Dabei enthält der Bericht einige typische Elemente einer Gottesbegegnung. So ist es im Alten Testament immer, wenn Gott sich offenbart und einzelne Personen beauftragt: Es geschieht irgendetwas etwas Außergewöhnliches, etwas nicht Alltägliches: Licht spielt eine Rolle, meistens in Form von Feuer oder Flammen, oft kommt auch ein Sturm auf, oder Wind und Wolken, die in übernatürlicher Weise das Erscheinen Gottes begleiten. Und von den Menschen wird immer Ehrfurcht erwartet. Das Ausziehen der Schuhe ist dafür nur ein Zeichen. Dass Mose sein Angesicht verhüllte, war ebenso üblich, auch gingen die Menschen dabei meistens auf die Knie oder fielen zu Boden. Sie hörten eine Stimme und gehorchten. Denn Gott nahm sie in Anspruch.
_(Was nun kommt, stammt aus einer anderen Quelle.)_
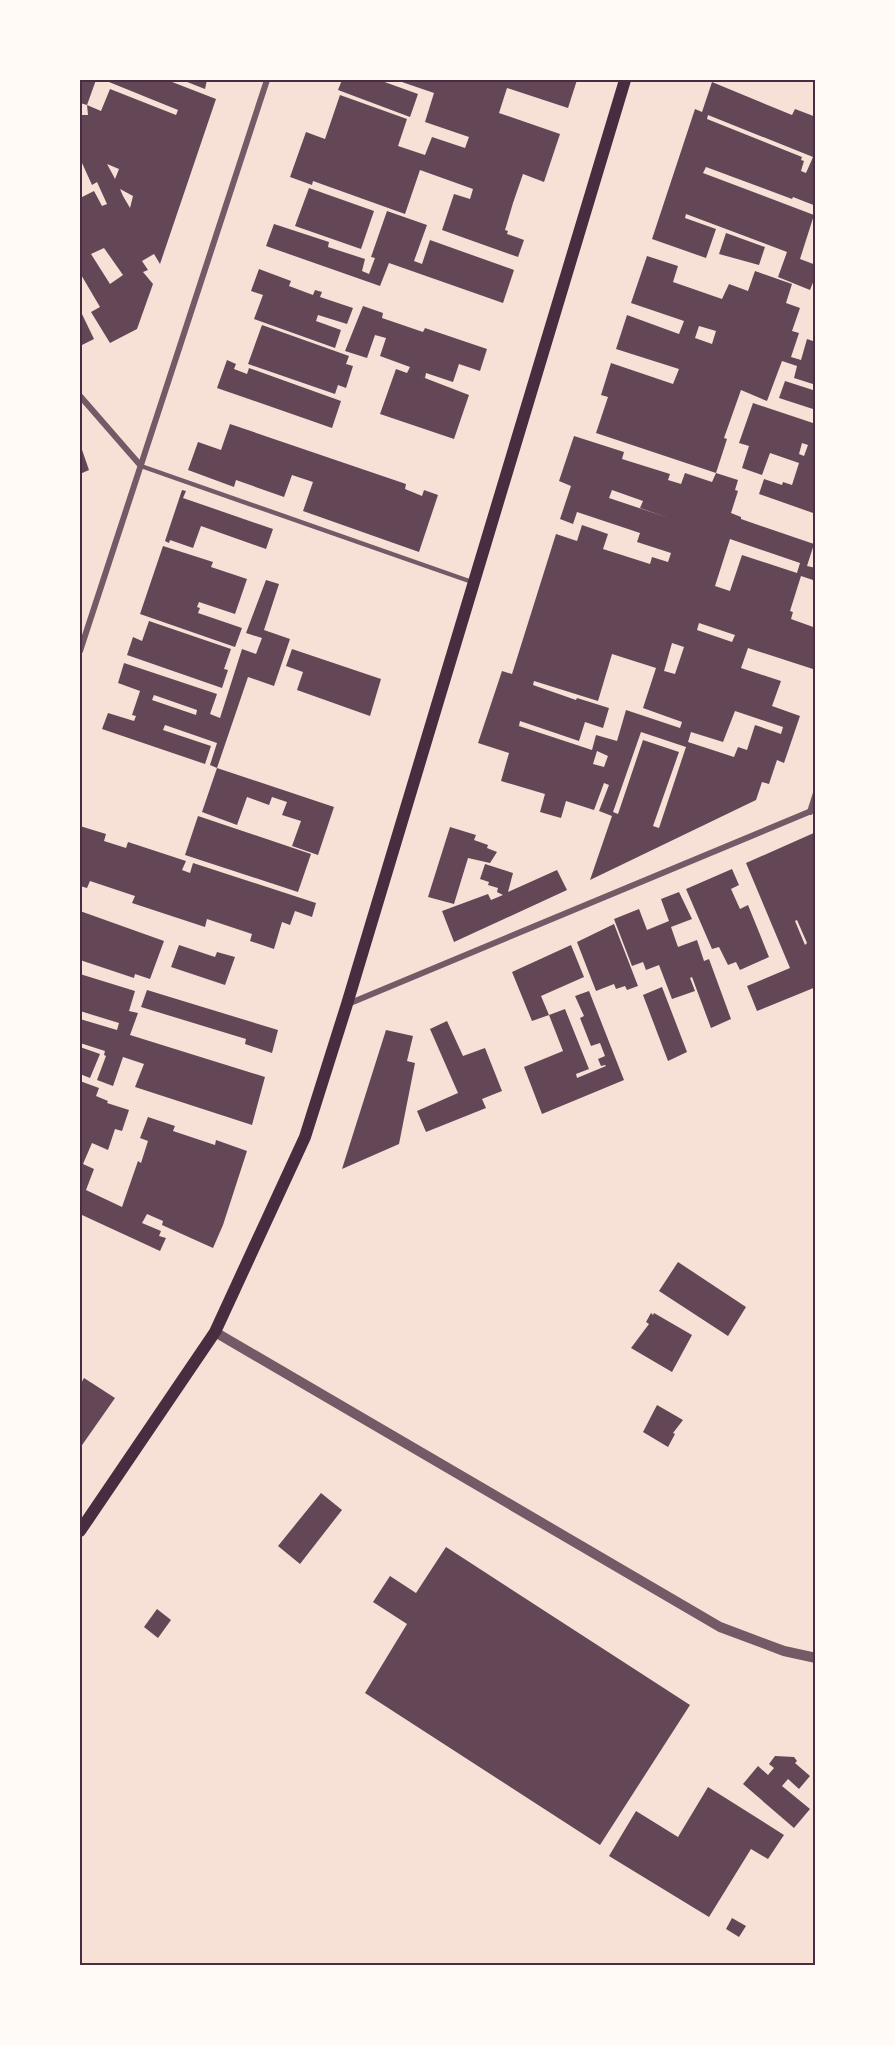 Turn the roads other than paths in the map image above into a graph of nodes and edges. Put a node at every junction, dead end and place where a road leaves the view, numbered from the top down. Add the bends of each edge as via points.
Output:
1 (267, 80) edge
2 (625, 80) edge
3 (80, 396) edge
4 (141, 466) junction
5 (474, 583) junction
6 (80, 651) edge
7 (816, 793) edge
8 (813, 811) edge
9 (347, 1004) junction
10 (215, 1332) junction
11 (80, 1531) edge
12 (816, 1658) edge

1 - 4 street
2 - 5 main road
3 - 4 street
4 - 5 lane
4 - 6 street
5 - 9 main road
7 - 8 street
8 - 9 street
9 - 10 main road via 305,1137
10 - 11 main road
10 - 12 street via 720,1627 784,1651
Das erlebten allerdings nur Personen, die besonders ausgewählt waren, Propheten, Priester oder Könige. Dem allgemeinen Volk blieb die Gegenwart Gottes normaler Weise verborgen. Er begegnete ihnen dann durch diese Menschen, die er dafür beauftragt hatte.
Als Erzählungen sind die sogenannten Theophanien, d.h. Berichte über die Erscheinung Gottes interessant und spannend. In der Theologie des Alten Testamentes sind sie auch ein wesentliches Element. Doch bedeuten sie noch etwas für uns? Haben sie inzwischen nicht eher den Charakter von Legenden oder Märchen? Was sollen wir damit anfangen? Das müssen wir uns fragen.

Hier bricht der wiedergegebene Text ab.